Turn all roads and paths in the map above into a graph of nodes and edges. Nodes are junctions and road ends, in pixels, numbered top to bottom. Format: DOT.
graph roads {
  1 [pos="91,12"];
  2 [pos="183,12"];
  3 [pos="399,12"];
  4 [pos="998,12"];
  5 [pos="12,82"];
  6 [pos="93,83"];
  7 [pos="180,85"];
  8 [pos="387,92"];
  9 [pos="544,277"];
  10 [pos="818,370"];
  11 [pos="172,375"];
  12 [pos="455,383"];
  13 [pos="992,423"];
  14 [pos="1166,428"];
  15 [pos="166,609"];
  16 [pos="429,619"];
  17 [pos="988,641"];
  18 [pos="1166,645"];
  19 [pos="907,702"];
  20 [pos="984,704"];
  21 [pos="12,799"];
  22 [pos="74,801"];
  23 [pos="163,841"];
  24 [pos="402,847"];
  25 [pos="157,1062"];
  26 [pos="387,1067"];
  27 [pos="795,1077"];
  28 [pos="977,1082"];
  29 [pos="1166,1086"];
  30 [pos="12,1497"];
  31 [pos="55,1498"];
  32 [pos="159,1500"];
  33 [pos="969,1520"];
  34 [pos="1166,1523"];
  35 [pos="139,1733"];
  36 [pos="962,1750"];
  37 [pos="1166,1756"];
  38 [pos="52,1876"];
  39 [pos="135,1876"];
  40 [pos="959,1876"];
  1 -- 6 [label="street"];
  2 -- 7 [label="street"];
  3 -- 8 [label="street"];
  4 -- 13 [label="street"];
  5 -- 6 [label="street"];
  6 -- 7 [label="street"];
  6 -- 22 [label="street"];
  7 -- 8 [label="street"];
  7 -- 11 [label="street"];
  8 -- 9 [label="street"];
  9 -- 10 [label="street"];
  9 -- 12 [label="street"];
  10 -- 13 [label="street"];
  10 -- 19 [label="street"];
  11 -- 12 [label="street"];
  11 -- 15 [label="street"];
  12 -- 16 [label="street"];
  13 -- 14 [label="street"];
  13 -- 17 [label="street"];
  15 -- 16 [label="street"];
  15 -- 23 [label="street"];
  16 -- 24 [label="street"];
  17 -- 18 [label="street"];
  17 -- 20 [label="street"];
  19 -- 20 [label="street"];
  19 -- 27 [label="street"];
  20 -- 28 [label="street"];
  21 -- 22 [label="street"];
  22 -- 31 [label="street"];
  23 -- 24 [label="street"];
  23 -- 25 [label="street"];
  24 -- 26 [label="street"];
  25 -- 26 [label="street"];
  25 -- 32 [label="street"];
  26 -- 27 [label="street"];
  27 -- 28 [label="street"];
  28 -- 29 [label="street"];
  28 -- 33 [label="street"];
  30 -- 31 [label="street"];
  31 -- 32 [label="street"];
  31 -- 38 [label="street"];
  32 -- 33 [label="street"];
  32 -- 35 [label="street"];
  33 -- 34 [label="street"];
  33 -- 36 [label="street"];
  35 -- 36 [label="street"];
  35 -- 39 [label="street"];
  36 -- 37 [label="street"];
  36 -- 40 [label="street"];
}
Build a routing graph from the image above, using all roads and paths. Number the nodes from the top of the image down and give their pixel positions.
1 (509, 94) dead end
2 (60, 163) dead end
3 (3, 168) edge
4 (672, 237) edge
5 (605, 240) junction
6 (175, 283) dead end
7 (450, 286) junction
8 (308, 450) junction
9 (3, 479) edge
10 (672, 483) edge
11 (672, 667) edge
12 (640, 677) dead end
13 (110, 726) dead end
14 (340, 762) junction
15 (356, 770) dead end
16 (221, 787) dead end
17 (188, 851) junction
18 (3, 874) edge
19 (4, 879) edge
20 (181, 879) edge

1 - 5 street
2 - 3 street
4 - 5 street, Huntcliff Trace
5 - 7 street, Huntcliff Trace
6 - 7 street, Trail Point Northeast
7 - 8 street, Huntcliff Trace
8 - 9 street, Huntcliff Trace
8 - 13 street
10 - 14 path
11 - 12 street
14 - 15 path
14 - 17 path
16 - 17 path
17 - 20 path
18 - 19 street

********************

Would you write out the full set of records above without alteration?

Turn all roads and paths in the map above into a graph of nodes and edges. Nodes are junctions and road ends, in pixels, numbered top to bottom. Format: DOT.
graph roads {
  1 [pos="91,12"];
  2 [pos="183,12"];
  3 [pos="399,12"];
  4 [pos="998,12"];
  5 [pos="12,82"];
  6 [pos="93,83"];
  7 [pos="180,85"];
  8 [pos="387,92"];
  9 [pos="544,277"];
  10 [pos="818,370"];
  11 [pos="172,375"];
  12 [pos="455,383"];
  13 [pos="992,423"];
  14 [pos="1166,428"];
  15 [pos="166,609"];
  16 [pos="429,619"];
  17 [pos="988,641"];
  18 [pos="1166,645"];
  19 [pos="907,702"];
  20 [pos="984,704"];
  21 [pos="12,799"];
  22 [pos="74,801"];
  23 [pos="163,841"];
  24 [pos="402,847"];
  25 [pos="157,1062"];
  26 [pos="387,1067"];
  27 [pos="795,1077"];
  28 [pos="977,1082"];
  29 [pos="1166,1086"];
  30 [pos="12,1497"];
  31 [pos="55,1498"];
  32 [pos="159,1500"];
  33 [pos="969,1520"];
  34 [pos="1166,1523"];
  35 [pos="139,1733"];
  36 [pos="962,1750"];
  37 [pos="1166,1756"];
  38 [pos="52,1876"];
  39 [pos="135,1876"];
  40 [pos="959,1876"];
  1 -- 6 [label="street"];
  2 -- 7 [label="street"];
  3 -- 8 [label="street"];
  4 -- 13 [label="street"];
  5 -- 6 [label="street"];
  6 -- 7 [label="street"];
  6 -- 22 [label="street"];
  7 -- 8 [label="street"];
  7 -- 11 [label="street"];
  8 -- 9 [label="street"];
  9 -- 10 [label="street"];
  9 -- 12 [label="street"];
  10 -- 13 [label="street"];
  10 -- 19 [label="street"];
  11 -- 12 [label="street"];
  11 -- 15 [label="street"];
  12 -- 16 [label="street"];
  13 -- 14 [label="street"];
  13 -- 17 [label="street"];
  15 -- 16 [label="street"];
  15 -- 23 [label="street"];
  16 -- 24 [label="street"];
  17 -- 18 [label="street"];
  17 -- 20 [label="street"];
  19 -- 20 [label="street"];
  19 -- 27 [label="street"];
  20 -- 28 [label="street"];
  21 -- 22 [label="street"];
  22 -- 31 [label="street"];
  23 -- 24 [label="street"];
  23 -- 25 [label="street"];
  24 -- 26 [label="street"];
  25 -- 26 [label="street"];
  25 -- 32 [label="street"];
  26 -- 27 [label="street"];
  27 -- 28 [label="street"];
  28 -- 29 [label="street"];
  28 -- 33 [label="street"];
  30 -- 31 [label="street"];
  31 -- 32 [label="street"];
  31 -- 38 [label="street"];
  32 -- 33 [label="street"];
  32 -- 35 [label="street"];
  33 -- 34 [label="street"];
  33 -- 36 [label="street"];
  35 -- 36 [label="street"];
  35 -- 39 [label="street"];
  36 -- 37 [label="street"];
  36 -- 40 [label="street"];
}
Build a routing graph from the image above, using all roads and paths. Number the nodes from the top of the image down and give their pixel positions.
1 (509, 94) dead end
2 (60, 163) dead end
3 (3, 168) edge
4 (672, 237) edge
5 (605, 240) junction
6 (175, 283) dead end
7 (450, 286) junction
8 (308, 450) junction
9 (3, 479) edge
10 (672, 483) edge
11 (672, 667) edge
12 (640, 677) dead end
13 (110, 726) dead end
14 (340, 762) junction
15 (356, 770) dead end
16 (221, 787) dead end
17 (188, 851) junction
18 (3, 874) edge
19 (4, 879) edge
20 (181, 879) edge

1 - 5 street
2 - 3 street
4 - 5 street, Huntcliff Trace
5 - 7 street, Huntcliff Trace
6 - 7 street, Trail Point Northeast
7 - 8 street, Huntcliff Trace
8 - 9 street, Huntcliff Trace
8 - 13 street
10 - 14 path
11 - 12 street
14 - 15 path
14 - 17 path
16 - 17 path
17 - 20 path
18 - 19 street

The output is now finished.